And the earth will swallow all of them,

good and evil together, like the followers of Korah,

all of them in their rebellion against death,

their mouths open till the last moment,

and blessing and cursing are a single

howl.
Try, try

to remember some details.

A Man in His Life

A man doesn’t have time in his life

to have time for everything.

He doesn’t have seasons enough to have

a season for every purpose.
Ecclesiastes

was wrong about that.

A man needs to love and to hate at the same moment,

to laugh and cry with the same eyes,

with the same hands to throw stones and to gather them,

to make love in war and war in love.

And to hate and forgive and remember and forget,

to arrange and confuse, to eat and to digest

what history

takes years and years to do.

A man doesn’t have time.

When he loses he seeks, when he finds

he forgets, when he forgets he loves, when he loves

he begins to forget.

And his soul is seasoned, his soul

is very professional.

Only his body remains forever

an amateur.
It tries and it misses,

gets muddled, doesn’t learn a thing,

drunk and blind in its pleasures

and in its pains.

He will die as figs die in autumn,

shriveled and full of himself and sweet,

the leaves growing dry on the ground,

the bare branches already pointing to the place

where there’s time for everything.

My Mother Comes from the Days

My mother comes from the days when they made

paintings of beautiful fruit in silver bowls

and didn’t ask for more.

People moved through their lives

like ships, with the wind or against it, faithful

to their course.

I ask myself which is better,

dying old or dying young.

As if I’d asked which is lighter,

a pound of feathers or a pound of iron.

I want feathers, feathers, feathers.

Now She’s Breathing

Now she’s breathing quietly, I said.
No, she’s

screaming inside because of a great pain, the doctor said.

He asked my permission

to remove the wedding ring from her finger

because it was very swollen.
I gave permission in the name of

the pain and in the name of my father

who never left her in his life.
We kept turning the ring

like the magic ring in a fairy tale, but

it didn’t come off and there was

no miracle.
The doctor asked permission to cut

the ring, and he cut it with the gentleness

of careful forceps.

Now she’s laughing, practicing the laughter of over there.

Now she’s crying, weaning herself

from the crying of here.

The photo on her passport was taken many years ago.
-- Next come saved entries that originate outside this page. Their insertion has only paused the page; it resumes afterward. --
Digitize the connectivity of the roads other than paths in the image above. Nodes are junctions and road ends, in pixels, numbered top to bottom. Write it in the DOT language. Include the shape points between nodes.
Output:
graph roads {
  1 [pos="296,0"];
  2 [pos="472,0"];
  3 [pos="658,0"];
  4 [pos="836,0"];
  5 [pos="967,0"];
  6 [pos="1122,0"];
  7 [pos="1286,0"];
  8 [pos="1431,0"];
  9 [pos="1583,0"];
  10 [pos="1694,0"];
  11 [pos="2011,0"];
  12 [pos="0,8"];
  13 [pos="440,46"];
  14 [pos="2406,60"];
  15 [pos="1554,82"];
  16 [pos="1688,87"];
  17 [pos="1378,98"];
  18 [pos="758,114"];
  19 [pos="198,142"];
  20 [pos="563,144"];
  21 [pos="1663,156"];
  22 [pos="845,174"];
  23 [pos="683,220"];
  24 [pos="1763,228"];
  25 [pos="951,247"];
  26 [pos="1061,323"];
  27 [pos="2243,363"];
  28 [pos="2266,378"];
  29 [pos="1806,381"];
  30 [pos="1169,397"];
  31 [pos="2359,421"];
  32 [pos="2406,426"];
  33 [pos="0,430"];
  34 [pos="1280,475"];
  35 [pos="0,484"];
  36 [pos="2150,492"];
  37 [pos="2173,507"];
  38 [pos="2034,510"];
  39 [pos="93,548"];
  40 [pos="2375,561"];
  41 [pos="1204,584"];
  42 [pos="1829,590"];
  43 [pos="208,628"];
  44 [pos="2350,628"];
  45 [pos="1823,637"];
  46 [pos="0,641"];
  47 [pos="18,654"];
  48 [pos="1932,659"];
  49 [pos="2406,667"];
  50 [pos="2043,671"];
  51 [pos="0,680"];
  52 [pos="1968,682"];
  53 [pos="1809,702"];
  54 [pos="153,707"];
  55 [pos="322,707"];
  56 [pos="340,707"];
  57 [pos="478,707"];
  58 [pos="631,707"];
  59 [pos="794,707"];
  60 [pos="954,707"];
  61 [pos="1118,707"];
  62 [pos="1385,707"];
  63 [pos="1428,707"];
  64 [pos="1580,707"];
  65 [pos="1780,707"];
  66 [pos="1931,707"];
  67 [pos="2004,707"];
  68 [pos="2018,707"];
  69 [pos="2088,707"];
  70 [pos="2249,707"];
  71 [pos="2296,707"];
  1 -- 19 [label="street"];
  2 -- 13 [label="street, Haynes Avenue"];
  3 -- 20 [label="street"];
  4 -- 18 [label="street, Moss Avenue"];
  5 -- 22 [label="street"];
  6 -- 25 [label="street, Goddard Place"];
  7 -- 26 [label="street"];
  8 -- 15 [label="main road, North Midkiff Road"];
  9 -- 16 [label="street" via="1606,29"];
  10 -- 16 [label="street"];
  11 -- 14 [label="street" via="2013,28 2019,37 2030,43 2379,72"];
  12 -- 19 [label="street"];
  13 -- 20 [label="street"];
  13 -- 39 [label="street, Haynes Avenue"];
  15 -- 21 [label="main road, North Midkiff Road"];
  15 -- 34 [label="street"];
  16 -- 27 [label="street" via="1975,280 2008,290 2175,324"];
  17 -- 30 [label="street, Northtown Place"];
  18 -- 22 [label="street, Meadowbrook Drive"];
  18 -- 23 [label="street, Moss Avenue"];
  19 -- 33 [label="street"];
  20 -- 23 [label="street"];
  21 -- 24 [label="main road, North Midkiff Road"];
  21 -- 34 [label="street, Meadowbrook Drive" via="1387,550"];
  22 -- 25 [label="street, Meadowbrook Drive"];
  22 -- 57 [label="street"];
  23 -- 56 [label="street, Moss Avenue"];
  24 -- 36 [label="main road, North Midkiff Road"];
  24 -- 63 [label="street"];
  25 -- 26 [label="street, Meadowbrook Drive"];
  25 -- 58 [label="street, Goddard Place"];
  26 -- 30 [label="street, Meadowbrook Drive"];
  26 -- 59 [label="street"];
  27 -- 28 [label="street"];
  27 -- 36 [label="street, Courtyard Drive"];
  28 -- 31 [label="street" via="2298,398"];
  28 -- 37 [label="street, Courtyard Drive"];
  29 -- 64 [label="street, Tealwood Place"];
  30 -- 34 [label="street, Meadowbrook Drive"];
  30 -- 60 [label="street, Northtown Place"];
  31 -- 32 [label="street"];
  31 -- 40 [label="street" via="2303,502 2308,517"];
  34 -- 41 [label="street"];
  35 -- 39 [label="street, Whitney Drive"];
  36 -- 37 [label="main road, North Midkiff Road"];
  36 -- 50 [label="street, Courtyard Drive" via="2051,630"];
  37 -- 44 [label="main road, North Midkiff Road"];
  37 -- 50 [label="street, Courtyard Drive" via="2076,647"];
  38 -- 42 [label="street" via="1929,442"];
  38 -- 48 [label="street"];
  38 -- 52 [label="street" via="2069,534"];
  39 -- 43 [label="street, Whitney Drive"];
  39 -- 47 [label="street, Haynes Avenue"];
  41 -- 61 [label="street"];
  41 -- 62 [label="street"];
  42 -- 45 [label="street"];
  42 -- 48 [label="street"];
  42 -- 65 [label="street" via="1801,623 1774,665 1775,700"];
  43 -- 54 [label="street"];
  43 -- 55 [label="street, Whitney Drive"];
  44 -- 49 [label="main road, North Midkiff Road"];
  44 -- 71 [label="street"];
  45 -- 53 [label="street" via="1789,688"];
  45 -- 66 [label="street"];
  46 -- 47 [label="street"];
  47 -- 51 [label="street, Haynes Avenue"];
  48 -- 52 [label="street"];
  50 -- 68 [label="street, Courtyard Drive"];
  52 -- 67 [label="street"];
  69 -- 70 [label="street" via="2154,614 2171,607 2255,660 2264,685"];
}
After she came to the land of Israel, she never

went abroad.
A death certificate

doesn’t need a photo.

My Mother Died on Shavuot

My mother died on Shavuot, at the end of

the Counting of the Omer.

Her oldest brother died in 1916; he fell in the war.

I almost fell in 1948, and my mother died in 1983.

Everyone dies at the end of some counting, long or short,

everyone falls in a war and deserves

a wreath, a ceremony, an official letter.

When I stand at my mother’s grave

its as if I’m saluting,

and the hard words of the Kaddish are like a gun salute

into the bright summer sky.

We buried her in Sanhedria next to my father’s grave,

we’d saved a place for her

the way people do on a bus or at the movies:

we left flowers and little stones, so that no one

would take her place.

(Twenty years ago the graveyard

was on the border, facing the enemy positions.

The tombstones were a good defense against tanks.)

But when I was a child, there was a botanical garden here,

all sorts of plants and shabby wooden signs

with names in Hebrew and Latin:

the Common Rose, Mediterranean Sage,

the Common Shriek, the Tufted Lamentation,

the Annual Lamentation, the Perennial Grief,

the Crimson Remembrance, the Sweet Remembrance,

the remembrance and the forgetting.

The Body Is the Cause of Love

The body is the cause of love;

after that, the fortress that protects it;

after that, loves prison.

But when the body dies, love is set free

in wild abundance,

like a slot machine that breaks down

and with a furious ringing pours out all at once

all the coins of

all the generations of luck.

Orchard

Here they stand, a living tree next to a dead one

and a sick tree next to one with sweet fruit,

and none of them knows what happened.

And all of them together, not like human beings

who are separated from one another.

And there is a tree that holds onto the earth with its roots

as if with despairing fingers, so the earth won’t sink down,

and beside it a tree pulled down by the same earth,

and both are one height, you can’t tell the difference.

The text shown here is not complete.